## Aim of the task
Could the records below please be retyped exactly, with their pictures left out?

START Input material

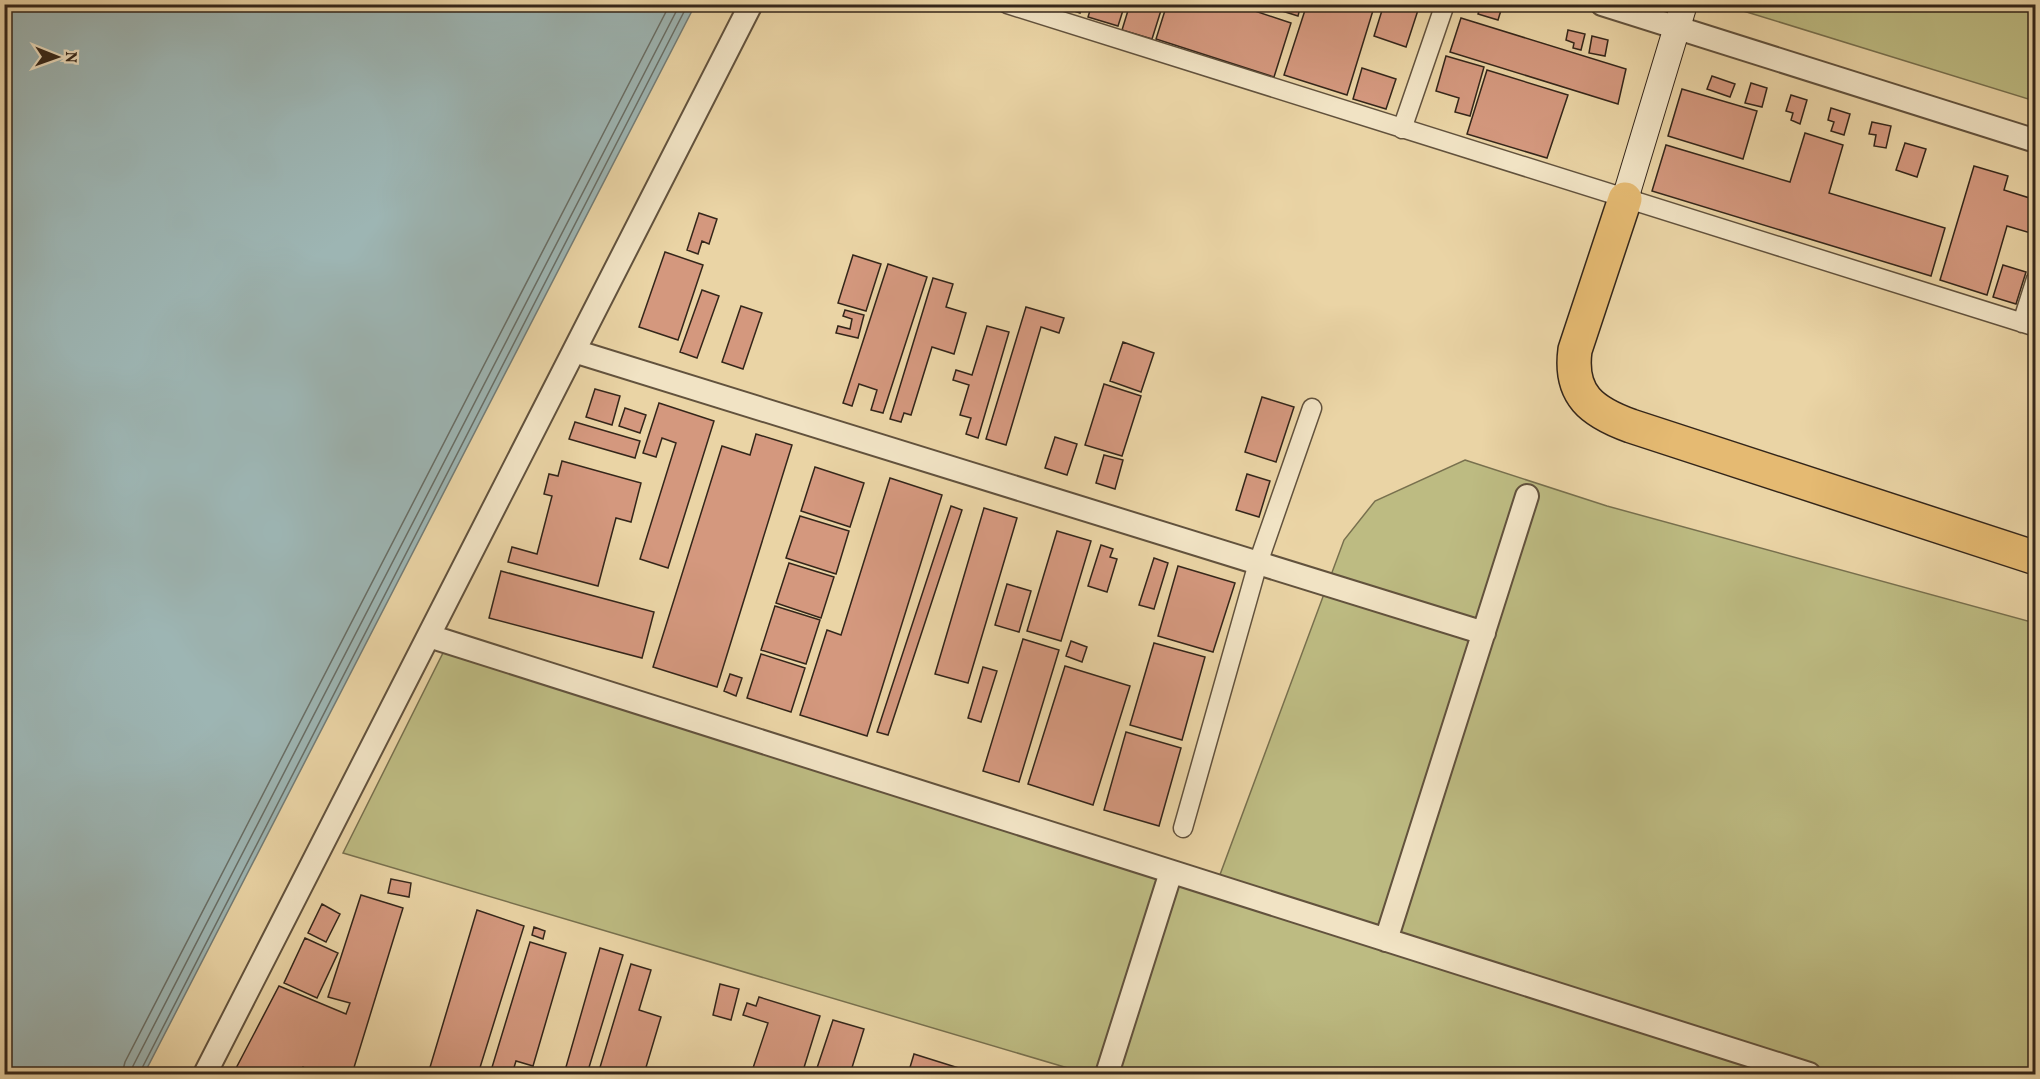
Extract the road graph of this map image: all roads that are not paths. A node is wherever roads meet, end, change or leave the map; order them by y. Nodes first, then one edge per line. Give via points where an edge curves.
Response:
1 (751, 4) edge
2 (1007, 4) edge
3 (1445, 4) edge
4 (1602, 4) edge
5 (1679, 16) edge
6 (1402, 129) junction
7 (2036, 141) edge
8 (1625, 199) junction
9 (2036, 279) edge
10 (2029, 325) edge
11 (574, 351) junction
12 (1312, 408) dead end
13 (1527, 496) dead end
14 (2036, 558) edge
15 (1258, 563) junction
16 (1484, 633) junction
17 (429, 636) junction
18 (1183, 828) dead end
19 (1171, 872) junction
20 (1386, 940) junction
21 (205, 1074) edge
22 (1107, 1074) edge
23 (1809, 1074) edge

1 - 11 street
2 - 6 street
3 - 6 street
4 - 5 street
5 - 7 street
5 - 8 main road
6 - 8 street
8 - 10 street
8 - 14 highway via 1575,350 1577,388 1590,404 1608,418 1631,426
9 - 10 street
11 - 15 street
11 - 17 street
12 - 15 street
13 - 16 street
15 - 16 street
15 - 18 street
16 - 20 street
17 - 19 street
17 - 21 street
19 - 20 street
19 - 22 street
20 - 23 street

END Input material

## Task output
Extract the road graph of this map image: all roads that are not paths. A node is wherever roads meet, end, change or leave the map; order them by y. Nodes first, then one edge per line. Give via points where an edge curves.
Response:
1 (751, 4) edge
2 (1007, 4) edge
3 (1445, 4) edge
4 (1602, 4) edge
5 (1679, 16) edge
6 (1402, 129) junction
7 (2036, 141) edge
8 (1625, 199) junction
9 (2036, 279) edge
10 (2029, 325) edge
11 (574, 351) junction
12 (1312, 408) dead end
13 (1527, 496) dead end
14 (2036, 558) edge
15 (1258, 563) junction
16 (1484, 633) junction
17 (429, 636) junction
18 (1183, 828) dead end
19 (1171, 872) junction
20 (1386, 940) junction
21 (205, 1074) edge
22 (1107, 1074) edge
23 (1809, 1074) edge

1 - 11 street
2 - 6 street
3 - 6 street
4 - 5 street
5 - 7 street
5 - 8 main road
6 - 8 street
8 - 10 street
8 - 14 highway via 1575,350 1577,388 1590,404 1608,418 1631,426
9 - 10 street
11 - 15 street
11 - 17 street
12 - 15 street
13 - 16 street
15 - 16 street
15 - 18 street
16 - 20 street
17 - 19 street
17 - 21 street
19 - 20 street
19 - 22 street
20 - 23 street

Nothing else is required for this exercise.